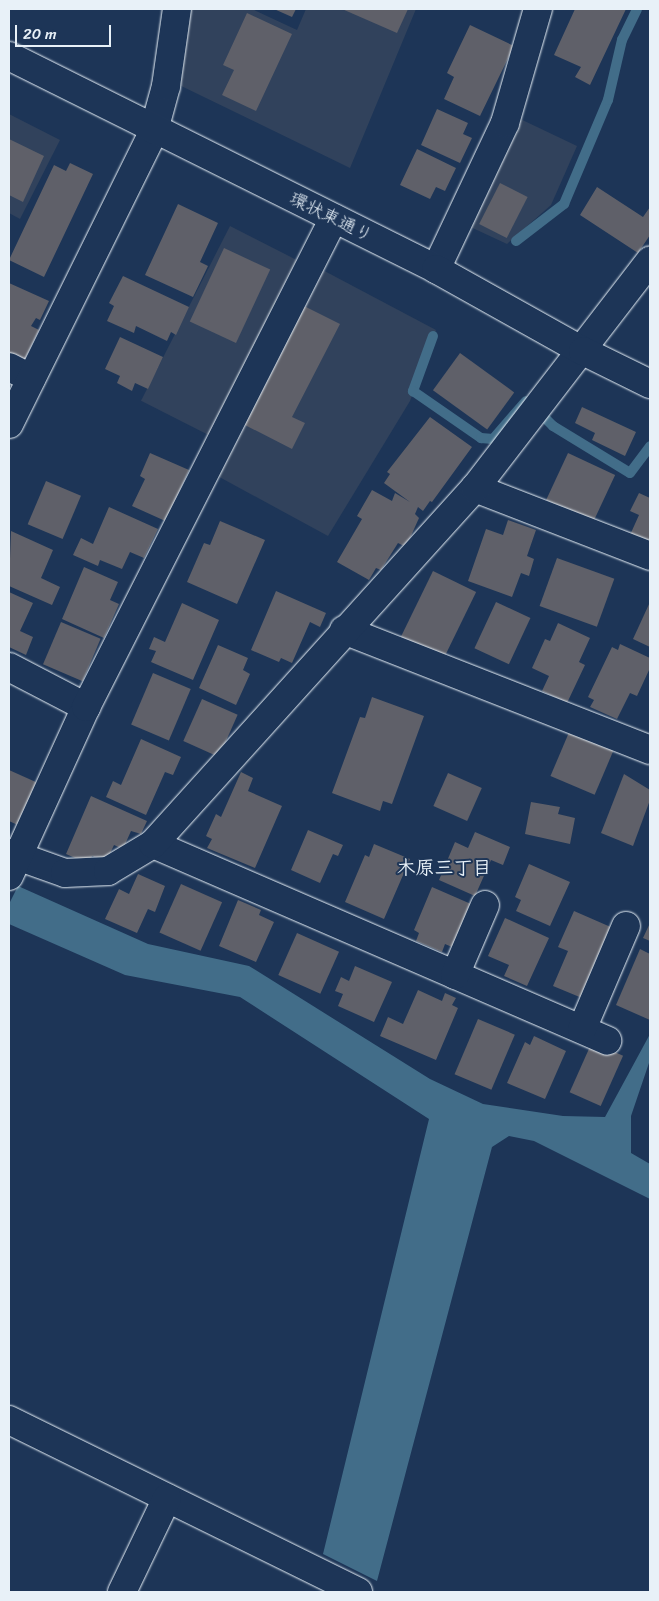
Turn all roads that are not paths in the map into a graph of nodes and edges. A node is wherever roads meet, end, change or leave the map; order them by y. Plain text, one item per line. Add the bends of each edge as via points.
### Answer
1 (177, 9) edge
2 (538, 9) edge
3 (9, 56) edge
4 (154, 130) junction
5 (334, 218) junction
6 (650, 261) edge
7 (436, 269) junction
8 (582, 351) junction
9 (20, 372) edge
10 (650, 384) edge
11 (9, 424) edge
12 (475, 488) junction
13 (650, 556) edge
14 (344, 630) junction
15 (9, 667) edge
16 (86, 707) junction
17 (650, 750) edge
18 (153, 844) junction
19 (12, 862) edge
20 (485, 905) dead end
21 (626, 926) dead end
22 (456, 975) junction
23 (582, 1030) junction
24 (607, 1040) dead end
25 (9, 1420) edge
26 (167, 1498) junction
27 (347, 1587) edge
28 (122, 1592) edge

1 - 4 street via 166,86
2 - 7 street via 505,123
3 - 4 street, 環状東通り
4 - 5 street, 環状東通り
4 - 9 street
5 - 7 street, 環状東通り
5 - 16 street
6 - 8 street
7 - 8 street, 環状東通り
8 - 10 street, 環状東通り
8 - 12 street
9 - 11 street
12 - 13 street
12 - 14 street
14 - 17 street
14 - 18 street
15 - 16 street
16 - 19 street
18 - 19 street via 108,871 65,873
18 - 22 street
20 - 22 street
21 - 23 street
22 - 23 street
23 - 24 street
25 - 26 street
26 - 27 street
26 - 28 street

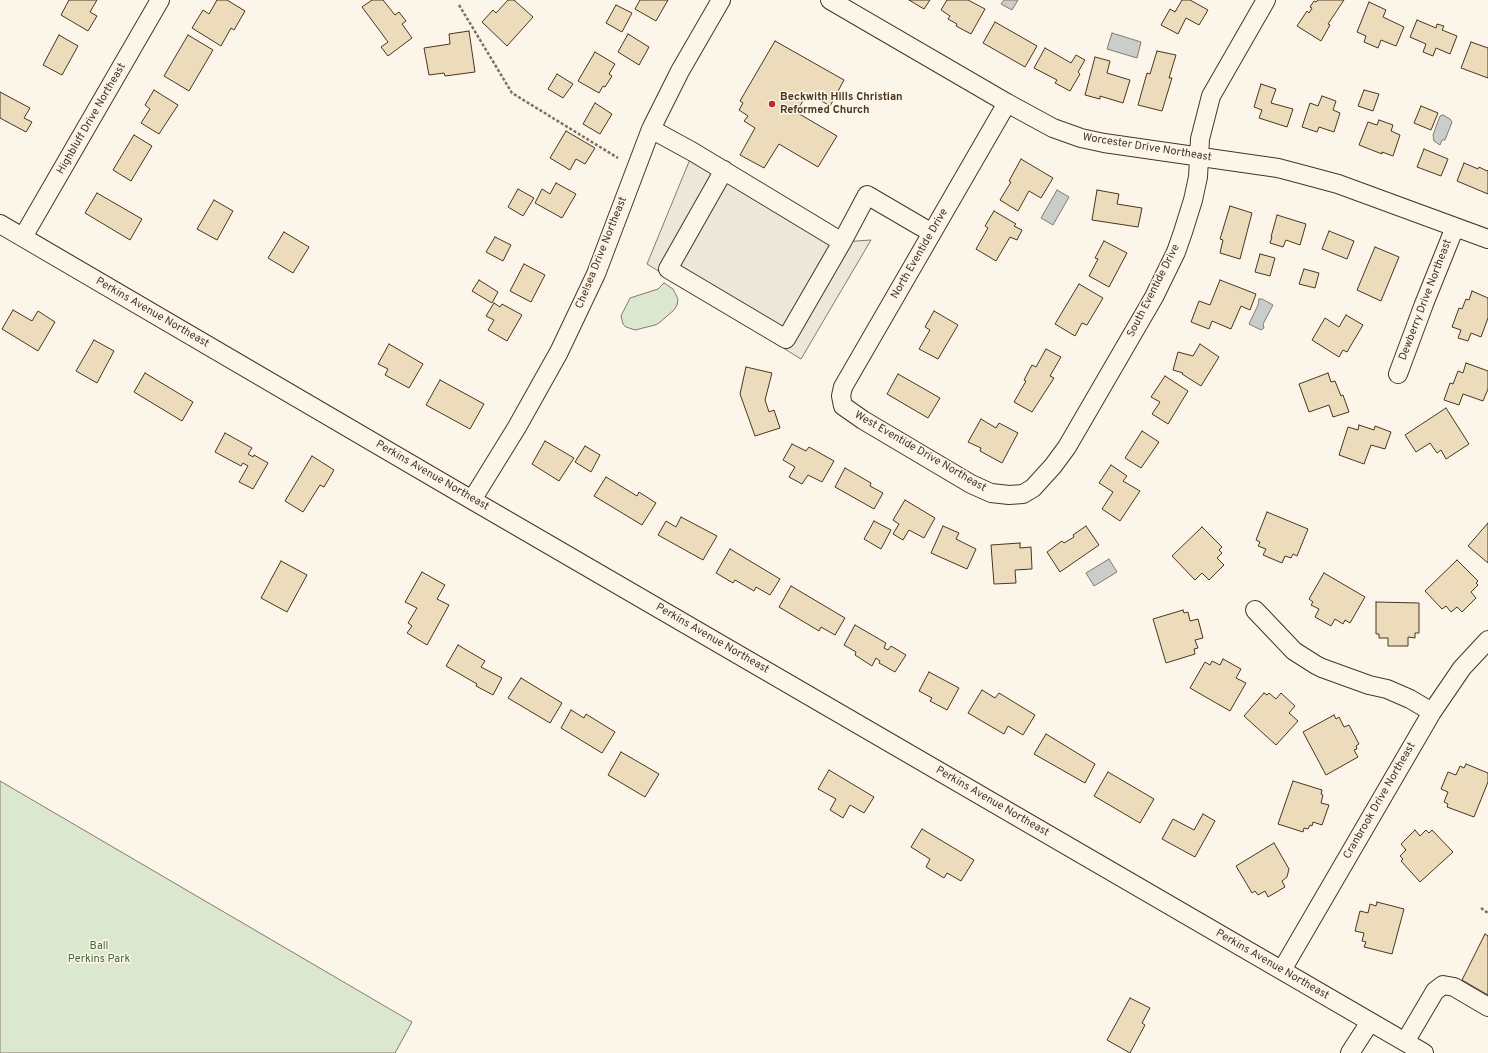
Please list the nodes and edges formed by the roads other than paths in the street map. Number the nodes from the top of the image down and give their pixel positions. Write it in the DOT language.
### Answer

◆ Exercise details
Repeat only the tail of the entries, exactly: the line containing "Please list the" and every line after it, to the end.

◆ Worked solution
Please list the nodes and edges formed by the roads other than paths in the street map. Number the nodes from the top of the image down and give their pixel positions. Write it in the DOT language.
### Answer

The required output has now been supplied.